Over $500 million and 476 extra firefighters needed to protect Coalition's nuclear reactors, union claims

“To think that I could be potentially attending an incident at a power station powered by nuclear power, it frightens the hell out of me to be honest.”

The Coalition's plan to build seven nuclear power plants across Australia excluded more than half a billion dollars in costs for essential emergency services and personnel according to a report by the United Firefighters Union of Australia (UFUA).

The report calculated that $446.68 million would be required to establish specialised fire stations both in and near the proposed nuclear sites.

An additional $79.7 million would be required for firefighter salaries.

UFUA calculated these costs based on standards implemented in the United States and Canada by the International Atomic Energy Agency (IAEA). Australia is also a member of the IAEA.

The Gippsland Monitor spoke to UFUA National Secretary Greg McConville about the costing needed to keep the proposed nuclear sites manned under mandatory international regulation – and his concerns for community safety.

The price tag for seven nuclear sites worth of firefighters

McConville said that if IAEA standards were applied along with the shift roster that commonly applies in firefighting, each nuclear site would require two fire stations with 34 firefighters each.

“That's 68 firefighters employed at each nuclear facility,” said McConville. “That’s a salary bill approaching $80 million a year. That hasn't been accounted for.

“In terms of fire stations and equipping them with the relevant trucks and personal protective equipment, [it’s] a sum of $446 million in capital that no one has accounted for at this stage.”

McConville isn’t sure where the funding will come from for the necessary firefighters, facilities and equipment. The Frontier Economics report that the Coalition has used to cost the nuclear power stations doesn’t budget for firefighters.

“If you do a word search of the Frontier Economics report, you will not get a hit on fire rescue, emergency, or waste,” he says. “It just doesn't appear in the narrative at all. And that's very concerning.”

McConville says that if the power stations were to go ahead the price tag might be “left with state governments and territory governments, unless the Commonwealth is suddenly going to come up with money.

“It's a major hole in the costing and it's very concerning that no one seems to have really turned their minds to firefighter safety or community safety.”

What do unions think?

McConville says “there is a very high level of concern about this from a number of unions,” particularly the Electrical Trades Union. 

“I think the concern is growing… there's a lot of reasons why it doesn't add up and the public shouldn't have to be making their voter choices on things like this.”

Charlie Phillips, a Just Transitions Organiser at Victorian Trades Hall Council, told the Gippsland Monitor “the whole union movement is united against Dutton’s nuclear plans to build seven reactors across Australia”.

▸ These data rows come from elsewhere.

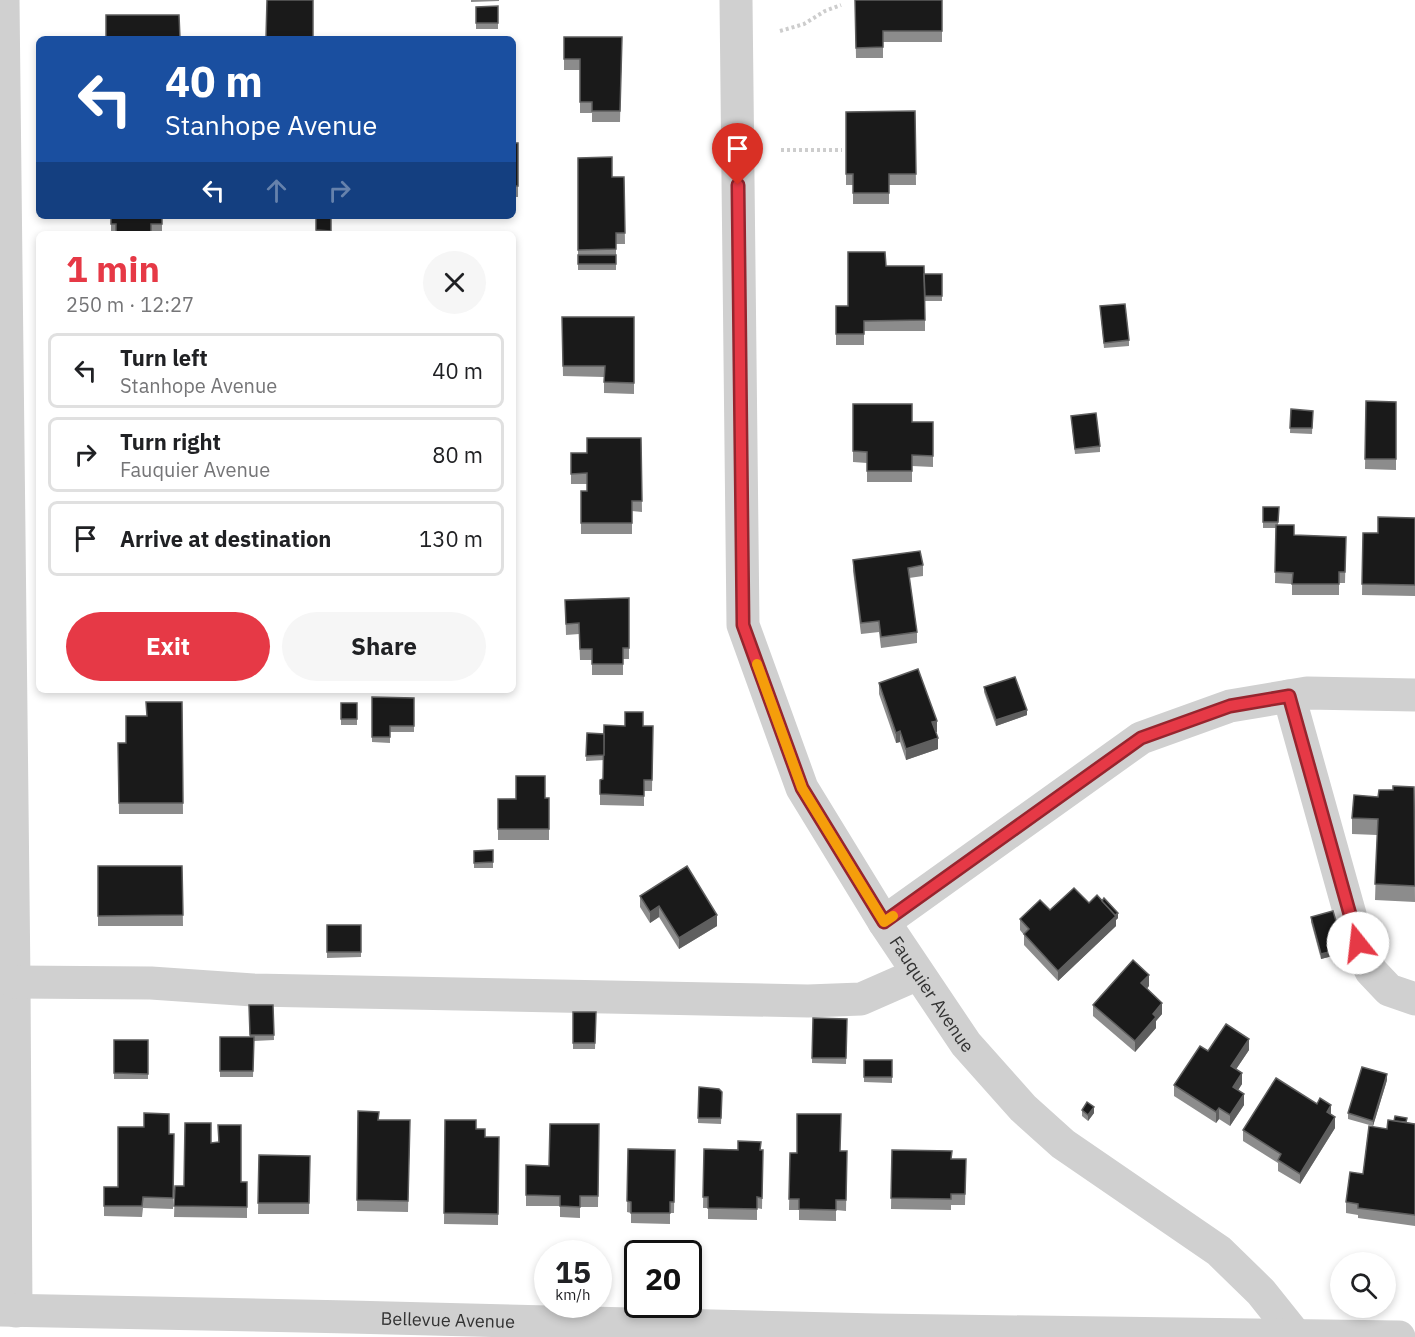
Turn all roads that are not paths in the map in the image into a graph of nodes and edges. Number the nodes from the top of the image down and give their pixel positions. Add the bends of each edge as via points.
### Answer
1 (3, 0) edge
2 (736, 0) edge
3 (1415, 695) edge
4 (1289, 696) junction
5 (884, 922) junction
6 (918, 974) junction
7 (14, 982) junction
8 (1415, 999) edge
9 (8, 1311) edge
10 (350, 1327) edge
11 (877, 1333) edge
12 (1296, 1336) edge
13 (1399, 1337) edge

1 - 7 street
2 - 5 street, Fauquier Avenue via 743,625 802,788
3 - 4 street
4 - 5 street via 1230,706 1141,738
4 - 8 street via 1358,943 1371,971 1389,990
5 - 6 street, Fauquier Avenue
6 - 7 street via 861,999 808,1001
6 - 12 street, Fauquier Avenue via 966,1044 1023,1108 1063,1144 1219,1251 1261,1292
7 - 9 street
9 - 10 street, Bellevue Avenue
10 - 11 street, Bellevue Avenue
11 - 12 street, Bellevue Avenue
12 - 13 street, Bellevue Avenue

Concern for community safety

United Firefighters Union of Australia delegate Matt Muscatt spoke to the Gippsland Monitor about his concerns for community and firefighter safety if a nuclear plant were to be built in the Latrobe Valley.

Muscatt referenced the 2014 open cut fire at Hazelwood and said “you start to get worried about what it actually means for the community if a worst case scenario were to unfold.”

Muscatt explained that firefighting is a highly multiskilled profession. 

“Firefighters are trained to attend to house fires, car fires, car accidents, hazmat incidents,” he said. “They need to be trained in high angle, steep angle, trench and confined space rescue.” 

Muscatt’s concern is that training firefighters to deal with nuclear disasters is another skill that has to be acquired and then maintained but there’s currently no plan for training in the Coalition's proposal. 

“No thought or costing has gone into initial training and ongoing training required,” he said.

“The opposition haven't even considered what these costs would be, they haven't even considered what the risk to the community or fire services capabilities would be.”

Muscatt was working the day the fire got into the mine at Hazelwood in 2014 and he doesn’t ever want to experience a disaster like that again.

“I was here for that, I spent seven weeks in that mine fire. I spent seven weeks in that black pit. The community for that period of time in Morwell was like a desolate wasteland. It was just terrible. Whatever was coming out of that pit was covering our fire station. It's just a horrible thing to experience. 

“I've heard reports in the media from the opposition saying; ‘these are the safest nuclear plants and nothing's ever going to happen’. But the Titanic wasn't supposed to sink either was it?

For me as a firefighter to think that I could be potentially attending an incident at a power station powered by nuclear power, it frightens the hell out of me to be honest.”